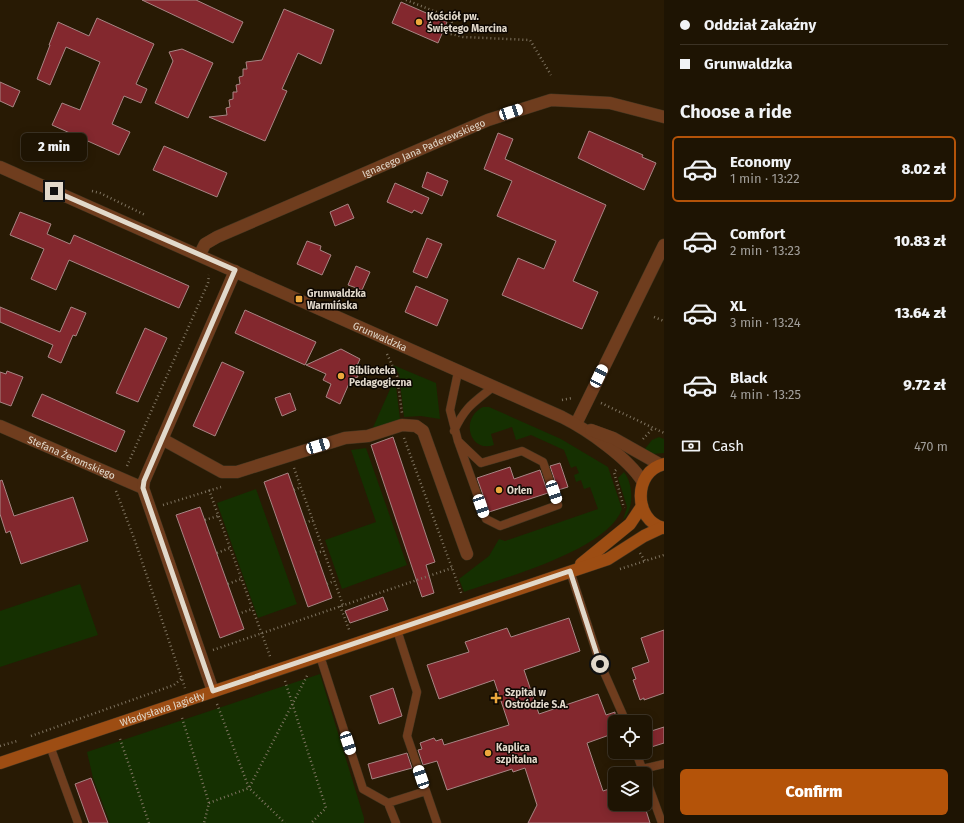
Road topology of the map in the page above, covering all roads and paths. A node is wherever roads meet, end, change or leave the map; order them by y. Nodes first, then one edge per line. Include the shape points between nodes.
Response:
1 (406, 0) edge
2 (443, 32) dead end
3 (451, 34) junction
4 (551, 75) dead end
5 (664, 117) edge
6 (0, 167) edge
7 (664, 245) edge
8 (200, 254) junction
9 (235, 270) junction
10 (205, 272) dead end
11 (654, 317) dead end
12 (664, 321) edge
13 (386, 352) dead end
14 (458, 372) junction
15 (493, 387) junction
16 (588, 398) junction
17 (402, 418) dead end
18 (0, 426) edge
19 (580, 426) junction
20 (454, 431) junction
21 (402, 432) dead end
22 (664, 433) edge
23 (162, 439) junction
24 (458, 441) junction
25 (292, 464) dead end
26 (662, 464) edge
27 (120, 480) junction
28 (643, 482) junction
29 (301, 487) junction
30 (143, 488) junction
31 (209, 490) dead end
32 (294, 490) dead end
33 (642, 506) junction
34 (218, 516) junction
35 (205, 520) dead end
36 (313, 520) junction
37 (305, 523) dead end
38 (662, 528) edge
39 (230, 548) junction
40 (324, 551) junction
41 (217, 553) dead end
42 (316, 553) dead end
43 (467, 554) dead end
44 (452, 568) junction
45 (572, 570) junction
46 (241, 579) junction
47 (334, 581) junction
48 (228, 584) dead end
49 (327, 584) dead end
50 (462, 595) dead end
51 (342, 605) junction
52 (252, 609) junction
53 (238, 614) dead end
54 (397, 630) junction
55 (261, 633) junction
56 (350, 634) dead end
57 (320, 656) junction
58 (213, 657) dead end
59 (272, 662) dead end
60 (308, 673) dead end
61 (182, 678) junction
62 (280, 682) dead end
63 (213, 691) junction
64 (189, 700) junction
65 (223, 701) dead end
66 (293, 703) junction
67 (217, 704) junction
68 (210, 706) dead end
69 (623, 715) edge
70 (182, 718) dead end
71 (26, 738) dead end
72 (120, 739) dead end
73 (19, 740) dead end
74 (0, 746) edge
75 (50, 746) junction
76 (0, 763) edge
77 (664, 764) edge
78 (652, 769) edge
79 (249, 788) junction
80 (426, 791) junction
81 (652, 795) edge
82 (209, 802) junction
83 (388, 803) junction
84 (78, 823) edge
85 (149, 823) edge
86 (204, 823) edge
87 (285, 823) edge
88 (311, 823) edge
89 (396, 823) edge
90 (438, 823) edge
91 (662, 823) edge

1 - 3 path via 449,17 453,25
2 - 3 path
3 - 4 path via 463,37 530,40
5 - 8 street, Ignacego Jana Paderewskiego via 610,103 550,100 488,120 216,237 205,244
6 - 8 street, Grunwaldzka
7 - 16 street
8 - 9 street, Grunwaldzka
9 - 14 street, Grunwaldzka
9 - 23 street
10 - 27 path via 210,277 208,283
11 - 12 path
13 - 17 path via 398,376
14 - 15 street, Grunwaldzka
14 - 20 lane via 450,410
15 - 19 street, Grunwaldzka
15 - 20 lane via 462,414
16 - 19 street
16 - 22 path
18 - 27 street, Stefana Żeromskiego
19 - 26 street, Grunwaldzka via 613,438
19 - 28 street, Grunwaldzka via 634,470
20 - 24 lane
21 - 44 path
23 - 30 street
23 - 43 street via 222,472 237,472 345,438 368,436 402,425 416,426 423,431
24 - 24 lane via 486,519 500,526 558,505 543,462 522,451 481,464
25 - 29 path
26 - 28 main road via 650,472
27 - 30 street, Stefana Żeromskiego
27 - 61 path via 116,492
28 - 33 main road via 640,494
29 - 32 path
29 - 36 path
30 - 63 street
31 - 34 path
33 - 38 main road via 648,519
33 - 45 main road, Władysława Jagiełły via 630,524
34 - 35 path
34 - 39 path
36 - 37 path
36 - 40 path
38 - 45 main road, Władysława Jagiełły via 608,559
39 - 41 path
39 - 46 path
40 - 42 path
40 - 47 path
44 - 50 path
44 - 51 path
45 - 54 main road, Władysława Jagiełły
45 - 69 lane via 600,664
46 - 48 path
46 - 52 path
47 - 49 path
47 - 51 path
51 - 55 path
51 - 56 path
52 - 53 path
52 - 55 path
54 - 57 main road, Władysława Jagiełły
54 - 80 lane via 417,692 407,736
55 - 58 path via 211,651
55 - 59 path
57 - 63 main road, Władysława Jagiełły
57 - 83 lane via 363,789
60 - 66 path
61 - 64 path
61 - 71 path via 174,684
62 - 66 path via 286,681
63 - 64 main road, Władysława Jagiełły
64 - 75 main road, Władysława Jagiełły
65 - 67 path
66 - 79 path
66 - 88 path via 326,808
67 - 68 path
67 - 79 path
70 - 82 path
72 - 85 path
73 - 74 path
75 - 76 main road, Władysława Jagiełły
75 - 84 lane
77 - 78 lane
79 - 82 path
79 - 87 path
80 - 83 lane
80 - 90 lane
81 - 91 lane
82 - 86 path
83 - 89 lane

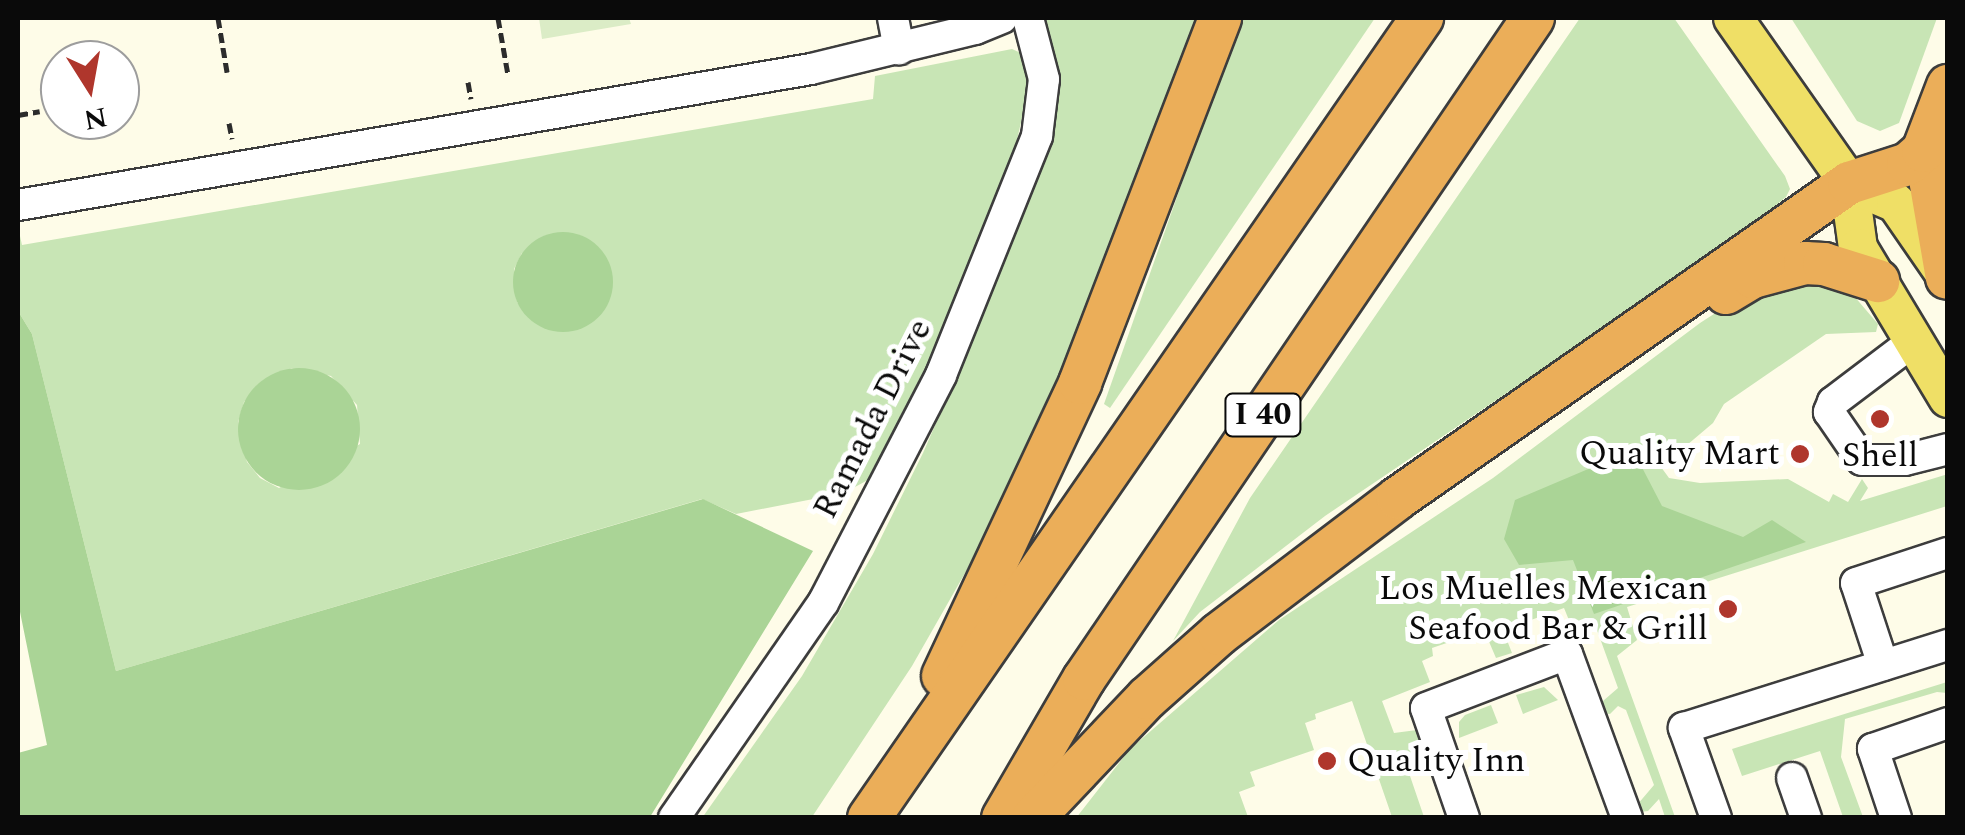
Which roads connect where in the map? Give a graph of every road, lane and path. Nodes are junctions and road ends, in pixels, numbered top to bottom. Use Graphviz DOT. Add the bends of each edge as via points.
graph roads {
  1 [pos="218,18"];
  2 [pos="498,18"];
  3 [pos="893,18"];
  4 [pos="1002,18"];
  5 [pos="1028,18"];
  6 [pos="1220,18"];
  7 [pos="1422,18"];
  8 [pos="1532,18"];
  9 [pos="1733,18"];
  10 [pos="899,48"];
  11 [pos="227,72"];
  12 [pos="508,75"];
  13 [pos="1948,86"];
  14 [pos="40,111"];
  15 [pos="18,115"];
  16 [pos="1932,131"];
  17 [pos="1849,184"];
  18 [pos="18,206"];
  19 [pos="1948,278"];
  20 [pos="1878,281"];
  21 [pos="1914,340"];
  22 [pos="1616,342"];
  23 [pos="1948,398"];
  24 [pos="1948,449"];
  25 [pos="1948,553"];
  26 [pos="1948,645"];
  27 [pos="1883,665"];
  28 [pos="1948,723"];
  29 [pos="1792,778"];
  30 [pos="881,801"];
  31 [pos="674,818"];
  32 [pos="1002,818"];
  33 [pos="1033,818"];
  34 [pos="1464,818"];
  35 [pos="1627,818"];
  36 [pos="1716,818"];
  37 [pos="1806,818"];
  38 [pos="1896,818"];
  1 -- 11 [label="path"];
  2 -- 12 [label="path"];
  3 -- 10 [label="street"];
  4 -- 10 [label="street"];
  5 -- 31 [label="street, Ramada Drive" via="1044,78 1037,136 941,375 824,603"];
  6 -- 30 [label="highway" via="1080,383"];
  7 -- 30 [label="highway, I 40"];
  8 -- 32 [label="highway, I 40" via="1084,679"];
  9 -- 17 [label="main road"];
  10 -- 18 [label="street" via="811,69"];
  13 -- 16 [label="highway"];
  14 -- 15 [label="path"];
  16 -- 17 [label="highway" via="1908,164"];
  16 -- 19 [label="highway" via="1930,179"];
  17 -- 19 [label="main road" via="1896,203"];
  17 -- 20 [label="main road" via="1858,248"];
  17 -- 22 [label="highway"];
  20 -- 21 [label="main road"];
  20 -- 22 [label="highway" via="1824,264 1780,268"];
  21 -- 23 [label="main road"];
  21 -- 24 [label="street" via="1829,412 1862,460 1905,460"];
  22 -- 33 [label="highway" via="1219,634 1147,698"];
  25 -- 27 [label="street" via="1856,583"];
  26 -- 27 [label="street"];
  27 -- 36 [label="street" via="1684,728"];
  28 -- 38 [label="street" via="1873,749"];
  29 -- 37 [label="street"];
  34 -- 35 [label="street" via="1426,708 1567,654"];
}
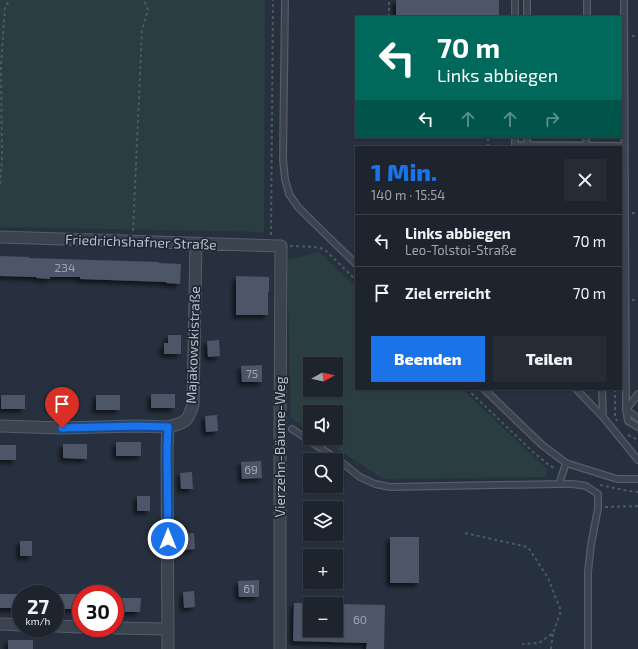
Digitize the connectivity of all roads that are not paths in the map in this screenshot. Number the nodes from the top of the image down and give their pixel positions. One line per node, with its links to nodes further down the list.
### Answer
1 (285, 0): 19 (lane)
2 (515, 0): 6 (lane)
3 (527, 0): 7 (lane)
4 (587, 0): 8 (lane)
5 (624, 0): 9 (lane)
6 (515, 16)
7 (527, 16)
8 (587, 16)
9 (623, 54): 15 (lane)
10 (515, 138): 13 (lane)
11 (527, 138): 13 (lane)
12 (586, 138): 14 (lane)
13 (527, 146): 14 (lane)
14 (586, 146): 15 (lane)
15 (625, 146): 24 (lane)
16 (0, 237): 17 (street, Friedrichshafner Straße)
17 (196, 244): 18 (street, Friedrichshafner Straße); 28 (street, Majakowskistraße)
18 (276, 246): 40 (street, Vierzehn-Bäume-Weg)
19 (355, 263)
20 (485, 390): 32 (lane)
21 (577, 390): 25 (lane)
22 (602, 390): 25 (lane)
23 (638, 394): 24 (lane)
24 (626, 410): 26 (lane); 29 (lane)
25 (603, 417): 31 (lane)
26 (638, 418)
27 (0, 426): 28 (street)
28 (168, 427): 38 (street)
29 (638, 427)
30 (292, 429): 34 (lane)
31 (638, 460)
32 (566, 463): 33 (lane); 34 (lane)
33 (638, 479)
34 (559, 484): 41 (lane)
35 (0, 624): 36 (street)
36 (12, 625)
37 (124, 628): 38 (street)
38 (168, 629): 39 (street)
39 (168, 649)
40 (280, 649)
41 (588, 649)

**Exercise description**
Copy every line of the records above that contains "Friedrichshafner".

**Completed exercise**
16 (0, 237): 17 (street, Friedrichshafner Straße)
17 (196, 244): 18 (street, Friedrichshafner Straße); 28 (street, Majakowskistraße)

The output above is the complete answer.